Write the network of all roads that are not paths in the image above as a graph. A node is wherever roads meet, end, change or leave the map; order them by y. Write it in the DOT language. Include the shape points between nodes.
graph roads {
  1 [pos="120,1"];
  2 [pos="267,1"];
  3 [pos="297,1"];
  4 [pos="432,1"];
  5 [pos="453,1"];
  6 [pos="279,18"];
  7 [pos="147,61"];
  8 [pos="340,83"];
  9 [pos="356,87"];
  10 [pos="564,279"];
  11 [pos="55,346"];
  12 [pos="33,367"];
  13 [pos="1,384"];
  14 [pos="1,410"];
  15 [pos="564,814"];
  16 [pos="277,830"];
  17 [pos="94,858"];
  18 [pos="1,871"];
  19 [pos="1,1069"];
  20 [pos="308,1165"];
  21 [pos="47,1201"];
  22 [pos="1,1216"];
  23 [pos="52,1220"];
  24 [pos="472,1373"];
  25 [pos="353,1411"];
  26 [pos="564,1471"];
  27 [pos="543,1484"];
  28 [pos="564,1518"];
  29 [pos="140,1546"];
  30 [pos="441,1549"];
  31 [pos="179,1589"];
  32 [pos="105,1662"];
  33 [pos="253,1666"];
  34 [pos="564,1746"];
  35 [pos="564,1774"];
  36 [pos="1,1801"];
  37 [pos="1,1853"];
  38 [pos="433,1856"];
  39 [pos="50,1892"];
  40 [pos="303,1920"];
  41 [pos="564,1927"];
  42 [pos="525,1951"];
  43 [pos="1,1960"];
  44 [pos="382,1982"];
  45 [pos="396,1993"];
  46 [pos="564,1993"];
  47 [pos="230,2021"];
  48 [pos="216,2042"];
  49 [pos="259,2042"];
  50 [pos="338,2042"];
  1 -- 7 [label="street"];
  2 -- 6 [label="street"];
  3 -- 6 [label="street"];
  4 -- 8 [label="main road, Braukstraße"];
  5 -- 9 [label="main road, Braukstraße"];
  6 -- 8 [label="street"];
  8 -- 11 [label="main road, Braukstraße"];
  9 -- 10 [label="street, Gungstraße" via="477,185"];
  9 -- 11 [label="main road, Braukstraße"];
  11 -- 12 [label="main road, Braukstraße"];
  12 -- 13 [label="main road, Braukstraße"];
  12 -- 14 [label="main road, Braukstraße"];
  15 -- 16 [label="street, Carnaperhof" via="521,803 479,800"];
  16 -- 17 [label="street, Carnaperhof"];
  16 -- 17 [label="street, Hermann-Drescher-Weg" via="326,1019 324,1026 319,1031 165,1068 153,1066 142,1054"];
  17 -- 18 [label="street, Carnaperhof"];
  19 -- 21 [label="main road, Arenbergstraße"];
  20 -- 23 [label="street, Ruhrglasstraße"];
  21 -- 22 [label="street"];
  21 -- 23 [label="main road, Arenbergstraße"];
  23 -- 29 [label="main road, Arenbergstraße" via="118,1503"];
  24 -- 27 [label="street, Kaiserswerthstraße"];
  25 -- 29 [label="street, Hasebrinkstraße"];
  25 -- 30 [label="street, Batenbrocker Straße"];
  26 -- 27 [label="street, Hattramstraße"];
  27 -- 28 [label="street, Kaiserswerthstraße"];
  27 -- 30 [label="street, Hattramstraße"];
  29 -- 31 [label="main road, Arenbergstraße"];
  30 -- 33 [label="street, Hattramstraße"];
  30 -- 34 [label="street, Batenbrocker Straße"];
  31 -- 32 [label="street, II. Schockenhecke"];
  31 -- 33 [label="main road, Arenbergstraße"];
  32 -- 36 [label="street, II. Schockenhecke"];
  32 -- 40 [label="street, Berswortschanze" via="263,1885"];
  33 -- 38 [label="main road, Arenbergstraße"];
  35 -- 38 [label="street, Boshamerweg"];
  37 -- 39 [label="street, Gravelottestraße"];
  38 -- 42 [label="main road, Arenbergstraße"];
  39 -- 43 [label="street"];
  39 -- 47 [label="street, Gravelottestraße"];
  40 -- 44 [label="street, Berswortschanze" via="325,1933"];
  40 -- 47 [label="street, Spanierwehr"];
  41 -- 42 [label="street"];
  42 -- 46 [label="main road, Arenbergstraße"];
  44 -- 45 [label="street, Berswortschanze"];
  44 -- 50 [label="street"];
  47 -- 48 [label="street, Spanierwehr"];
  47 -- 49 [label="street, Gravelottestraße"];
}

□ □ □ □

Your answer should hold every line of the entries that contains the string "roads".

Write the network of all roads that are not paths in the image above as a graph. A node is wherever roads meet, end, change or leave the map; order them by y. Write it in the DOT language. Include the shape points between nodes.
graph roads {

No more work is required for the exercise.